--- Data supplied Enclosed Below ---

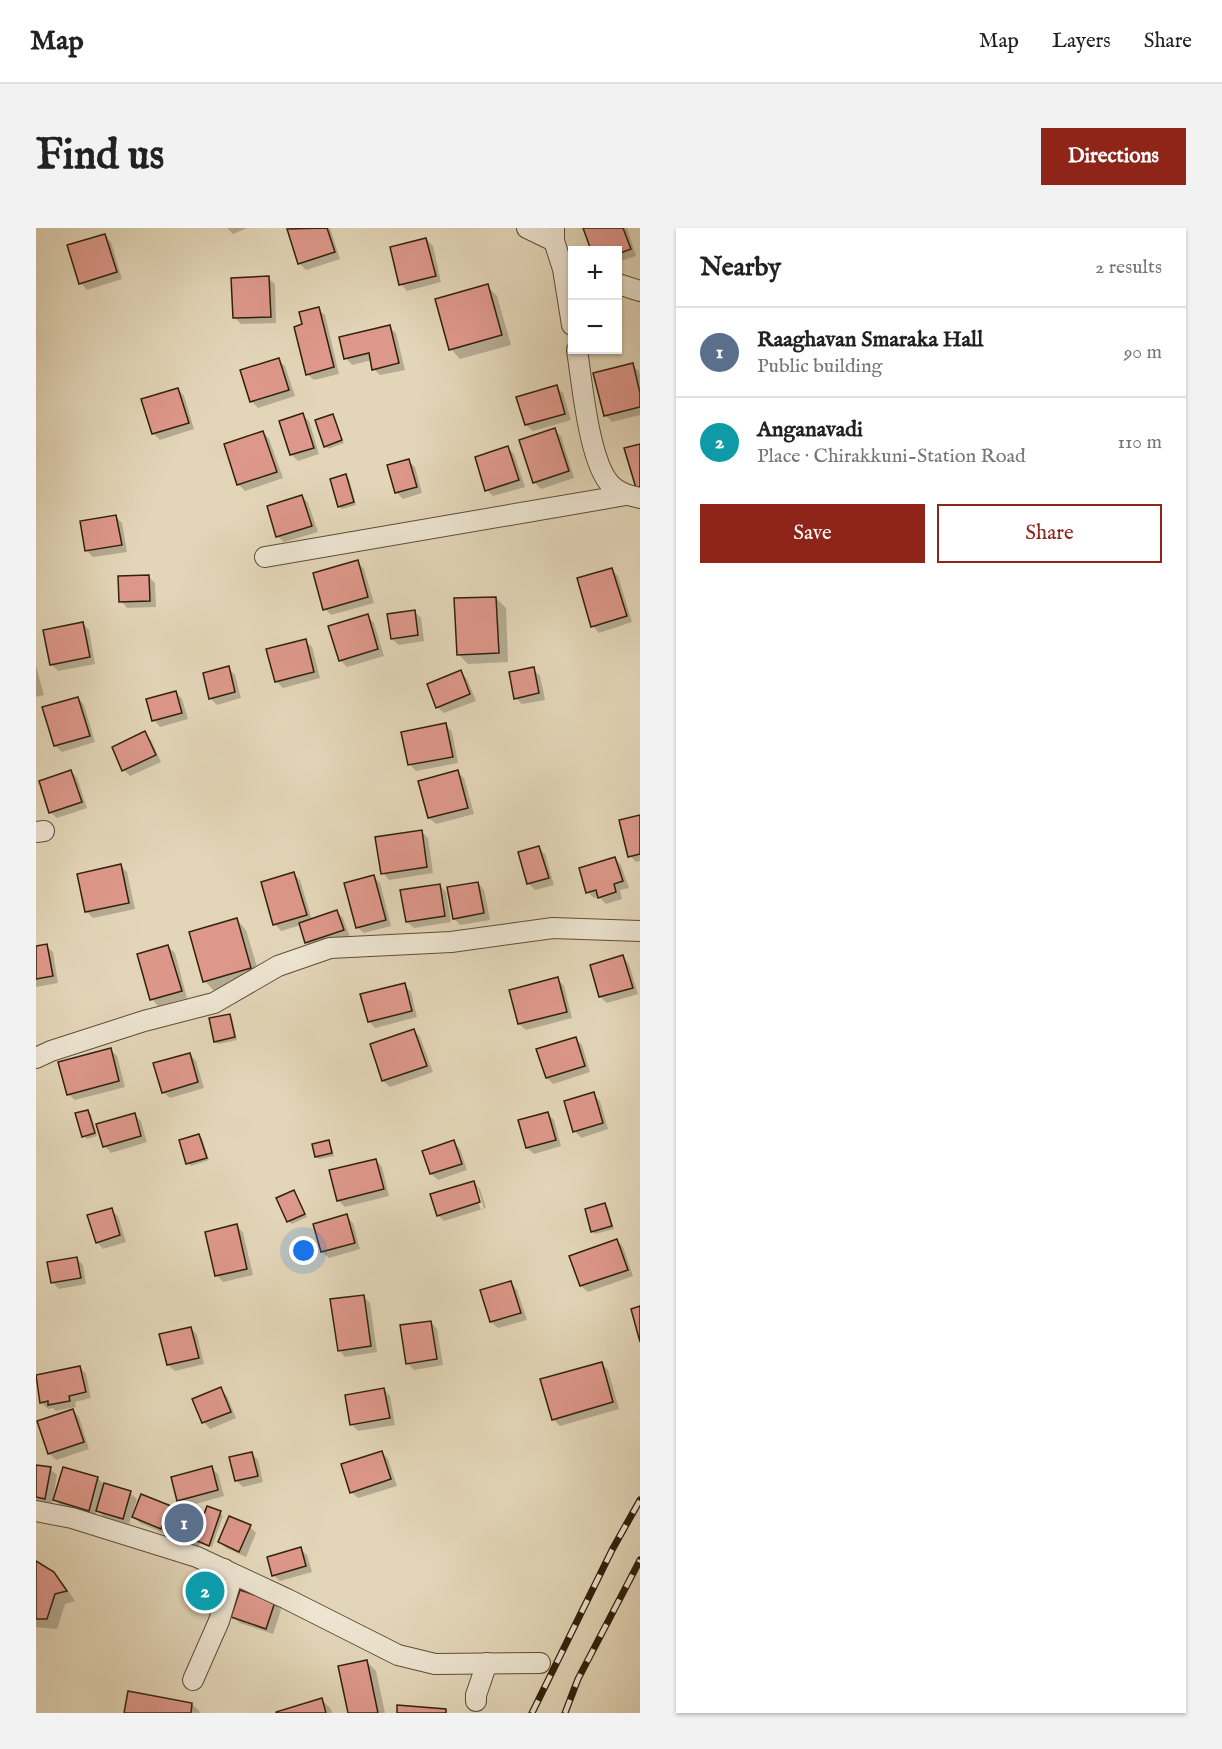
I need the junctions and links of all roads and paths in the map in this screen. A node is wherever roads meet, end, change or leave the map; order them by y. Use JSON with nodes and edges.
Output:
{"nodes":[{"id":1,"x":526,"y":228,"type":"edge"},
{"id":2,"x":554,"y":234,"type":"edge"},
{"id":3,"x":568,"y":270,"type":"edge"},
{"id":4,"x":622,"y":285,"type":"edge"},
{"id":5,"x":640,"y":291,"type":"edge"},
{"id":6,"x":578,"y":354,"type":"edge"},
{"id":7,"x":633,"y":496,"type":"edge"},
{"id":8,"x":265,"y":558,"type":"dead end"},
{"id":9,"x":640,"y":931,"type":"edge"},
{"id":10,"x":36,"y":1058,"type":"edge"},
{"id":11,"x":36,"y":1511,"type":"edge"},
{"id":12,"x":224,"y":1569,"type":"junction"},
{"id":13,"x":487,"y":1663,"type":"junction"},
{"id":14,"x":540,"y":1663,"type":"dead end"},
{"id":15,"x":194,"y":1680,"type":"dead end"},
{"id":16,"x":476,"y":1701,"type":"dead end"}],
"edges":[{"from":1,"to":2,"type":"street"},
{"from":2,"to":3,"type":"street"},
{"from":4,"to":5,"type":"street"},
{"from":6,"to":7,"type":"street"},
{"from":7,"to":8,"type":"street"},
{"from":9,"to":10,"type":"street"},
{"from":11,"to":12,"type":"street"},
{"from":12,"to":13,"type":"street"},
{"from":12,"to":15,"type":"street"},
{"from":13,"to":14,"type":"street"},
{"from":13,"to":16,"type":"street"}]}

--- End of Enclosed Data supplied ---

§ Requirement
Leave the pictures out and restate the listing word for word.

§ Exercise result
I need the junctions and links of all roads and paths in the map in this screen. A node is wherever roads meet, end, change or leave the map; order them by y. Use JSON with nodes and edges.
Output:
{"nodes":[{"id":1,"x":526,"y":228,"type":"edge"},
{"id":2,"x":554,"y":234,"type":"edge"},
{"id":3,"x":568,"y":270,"type":"edge"},
{"id":4,"x":622,"y":285,"type":"edge"},
{"id":5,"x":640,"y":291,"type":"edge"},
{"id":6,"x":578,"y":354,"type":"edge"},
{"id":7,"x":633,"y":496,"type":"edge"},
{"id":8,"x":265,"y":558,"type":"dead end"},
{"id":9,"x":640,"y":931,"type":"edge"},
{"id":10,"x":36,"y":1058,"type":"edge"},
{"id":11,"x":36,"y":1511,"type":"edge"},
{"id":12,"x":224,"y":1569,"type":"junction"},
{"id":13,"x":487,"y":1663,"type":"junction"},
{"id":14,"x":540,"y":1663,"type":"dead end"},
{"id":15,"x":194,"y":1680,"type":"dead end"},
{"id":16,"x":476,"y":1701,"type":"dead end"}],
"edges":[{"from":1,"to":2,"type":"street"},
{"from":2,"to":3,"type":"street"},
{"from":4,"to":5,"type":"street"},
{"from":6,"to":7,"type":"street"},
{"from":7,"to":8,"type":"street"},
{"from":9,"to":10,"type":"street"},
{"from":11,"to":12,"type":"street"},
{"from":12,"to":13,"type":"street"},
{"from":12,"to":15,"type":"street"},
{"from":13,"to":14,"type":"street"},
{"from":13,"to":16,"type":"street"}]}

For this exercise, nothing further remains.